Depuis, c’est hélas un lynchage d’une autre nature que subit la mémoire du jeune homme.
Lynchage politique, Jean Luc Mélenchon patron de la France Insoumise a ainsi affirmé que Quentin était un nazi très récemment en meeting. C’était le premier mars dernier à Perpignan.
Lynchage médiatique, le quotidien de référence, Le Monde qualifie Quentin de militant d’extrême droite, Libération de néofasciste.
Notons que ces médias sont financés par le contribuable dont font partis les amis et la familles de Quentin. Passons.
Un néonazi comme l’affirme Jean Luc Mélenchon ?
Alors qu’en est il réellement ? Quentin était-il un néonazi comme l’affirme Jean Luc Mélenchon ?
Ce mercredi 4 mars, nous avons pu échanger avec Camille et Marie (*prénoms modifiés), deux amies de Quentin, notamment engagées avec lui lors de maraudes hebdomadaires du jeudi soir. Pour des raisons de sécurité nous ne donnerons pas leur vrai prénom et ne diffuserons pas leur visage.
Il y a quinze jours, Camille fêtait son anniversaire, rue Sala, organisé de longue date. Quentin faisait parti de la dizaine de personnes qui avaient répondu présent sur le sondage du groupe Whatsapp éphémère. Un événement auquel il n'a pas pu se rendre. Le jeune homme de 23 ans a été lynché à mort le 12 février par plusieurs antifascistes cagoulés. Une vidéo publiée par TF1 montre qu'il a été frappé à la tête à plusieurs reprises Alors qu'il était au sol et inconscient.
Aujourd'hui, les deux Lyonnaises se déclarent indignées par le portrait de Quentin dressé par certains médias et politiques de gauche. Elles nous font aussi part de leur désarroi de savoir la famille de la victime insultée de la sorte. « J'espère sincèrement que la famille ne regarde plus les médias, c'est impossible de faire son deuil dans ces conditions ! » déplore Camille.

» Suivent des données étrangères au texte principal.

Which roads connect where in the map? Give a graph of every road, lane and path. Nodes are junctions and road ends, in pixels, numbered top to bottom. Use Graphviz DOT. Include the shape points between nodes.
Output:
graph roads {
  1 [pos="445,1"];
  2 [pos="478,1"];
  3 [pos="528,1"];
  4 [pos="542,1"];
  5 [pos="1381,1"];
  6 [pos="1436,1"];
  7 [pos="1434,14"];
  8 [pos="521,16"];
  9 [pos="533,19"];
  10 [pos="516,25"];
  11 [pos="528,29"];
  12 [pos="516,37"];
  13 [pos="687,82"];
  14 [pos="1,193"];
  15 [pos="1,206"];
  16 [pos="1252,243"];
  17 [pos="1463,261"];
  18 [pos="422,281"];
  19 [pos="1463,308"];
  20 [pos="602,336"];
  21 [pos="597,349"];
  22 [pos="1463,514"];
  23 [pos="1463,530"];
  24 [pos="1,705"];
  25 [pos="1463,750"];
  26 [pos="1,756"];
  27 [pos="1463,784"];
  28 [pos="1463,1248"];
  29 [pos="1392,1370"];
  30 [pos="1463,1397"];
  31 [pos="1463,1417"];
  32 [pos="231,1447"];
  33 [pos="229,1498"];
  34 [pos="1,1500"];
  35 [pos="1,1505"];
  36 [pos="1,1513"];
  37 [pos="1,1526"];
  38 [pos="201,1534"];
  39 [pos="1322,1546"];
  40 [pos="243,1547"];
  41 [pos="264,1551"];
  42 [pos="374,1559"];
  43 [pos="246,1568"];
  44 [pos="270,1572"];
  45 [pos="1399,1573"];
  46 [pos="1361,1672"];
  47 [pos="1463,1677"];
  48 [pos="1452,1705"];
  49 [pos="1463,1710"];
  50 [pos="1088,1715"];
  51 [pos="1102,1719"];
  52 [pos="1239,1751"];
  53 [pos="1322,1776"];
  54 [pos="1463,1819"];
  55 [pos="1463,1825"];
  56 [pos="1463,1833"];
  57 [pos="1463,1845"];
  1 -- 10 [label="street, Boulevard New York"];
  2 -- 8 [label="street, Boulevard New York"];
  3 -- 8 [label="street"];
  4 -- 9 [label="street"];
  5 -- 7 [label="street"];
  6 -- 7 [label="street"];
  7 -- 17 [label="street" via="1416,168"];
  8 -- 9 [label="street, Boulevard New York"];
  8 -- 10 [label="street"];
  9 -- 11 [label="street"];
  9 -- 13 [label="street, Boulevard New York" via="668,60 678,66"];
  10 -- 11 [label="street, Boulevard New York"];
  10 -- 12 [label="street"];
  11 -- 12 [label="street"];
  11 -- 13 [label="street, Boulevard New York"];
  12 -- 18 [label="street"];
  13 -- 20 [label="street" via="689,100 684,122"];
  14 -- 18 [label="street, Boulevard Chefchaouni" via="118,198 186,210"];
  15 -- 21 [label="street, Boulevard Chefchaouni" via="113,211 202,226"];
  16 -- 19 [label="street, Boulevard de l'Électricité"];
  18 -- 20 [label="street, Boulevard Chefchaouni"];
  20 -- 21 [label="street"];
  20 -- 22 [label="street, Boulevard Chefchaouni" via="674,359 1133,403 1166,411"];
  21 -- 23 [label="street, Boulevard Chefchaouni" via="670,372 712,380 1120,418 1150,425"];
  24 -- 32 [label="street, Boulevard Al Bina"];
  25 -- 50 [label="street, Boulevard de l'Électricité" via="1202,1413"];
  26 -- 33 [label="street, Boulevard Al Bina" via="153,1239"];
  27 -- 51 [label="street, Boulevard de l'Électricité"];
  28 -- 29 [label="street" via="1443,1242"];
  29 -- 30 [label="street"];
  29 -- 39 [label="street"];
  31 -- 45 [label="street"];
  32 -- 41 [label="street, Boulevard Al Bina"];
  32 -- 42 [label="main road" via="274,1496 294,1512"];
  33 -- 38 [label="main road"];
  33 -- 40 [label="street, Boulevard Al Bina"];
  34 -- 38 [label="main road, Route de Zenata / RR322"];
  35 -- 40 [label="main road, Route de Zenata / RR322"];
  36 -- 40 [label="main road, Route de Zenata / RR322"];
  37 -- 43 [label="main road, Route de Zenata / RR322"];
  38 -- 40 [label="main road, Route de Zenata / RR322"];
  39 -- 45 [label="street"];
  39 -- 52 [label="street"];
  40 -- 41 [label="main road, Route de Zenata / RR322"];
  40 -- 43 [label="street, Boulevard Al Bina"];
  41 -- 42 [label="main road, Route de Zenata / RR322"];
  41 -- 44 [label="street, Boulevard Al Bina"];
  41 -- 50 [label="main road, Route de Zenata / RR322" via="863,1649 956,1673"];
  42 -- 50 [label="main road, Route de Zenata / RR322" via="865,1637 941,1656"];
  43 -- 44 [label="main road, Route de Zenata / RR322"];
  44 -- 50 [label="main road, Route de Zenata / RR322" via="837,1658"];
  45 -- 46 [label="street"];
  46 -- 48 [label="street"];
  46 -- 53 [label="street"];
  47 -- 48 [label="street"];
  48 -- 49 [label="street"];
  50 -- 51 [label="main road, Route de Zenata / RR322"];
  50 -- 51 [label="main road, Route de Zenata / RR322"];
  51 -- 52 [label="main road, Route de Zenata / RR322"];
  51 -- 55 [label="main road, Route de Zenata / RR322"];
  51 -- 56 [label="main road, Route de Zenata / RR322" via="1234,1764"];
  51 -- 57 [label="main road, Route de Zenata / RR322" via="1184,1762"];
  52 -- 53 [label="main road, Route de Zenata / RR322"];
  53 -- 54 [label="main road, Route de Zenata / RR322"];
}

« On était souvent amenés à donner de la nourriture aux sans-domicile-fixes qu'ils soient français ou migrants, sans distinction » raconte Marie, avant de poursuivre : « Donc, quand j'entends que c'est un nazi, je ne trouve pas ça cohérent. »
« C'était quelqu'un de discret, qui ne se mettait pas en avant mais avec qui on avait des discussions qui élèvent » détaille Camille.
NDLR : Mis en examen pour complicité par instigation d'homicide volontaire et violences aggravées, Jacques-Élie Favrot a été placé en détention provisoire. Il conteste les faits et reste présumé innocent à ce stade de l'instruction.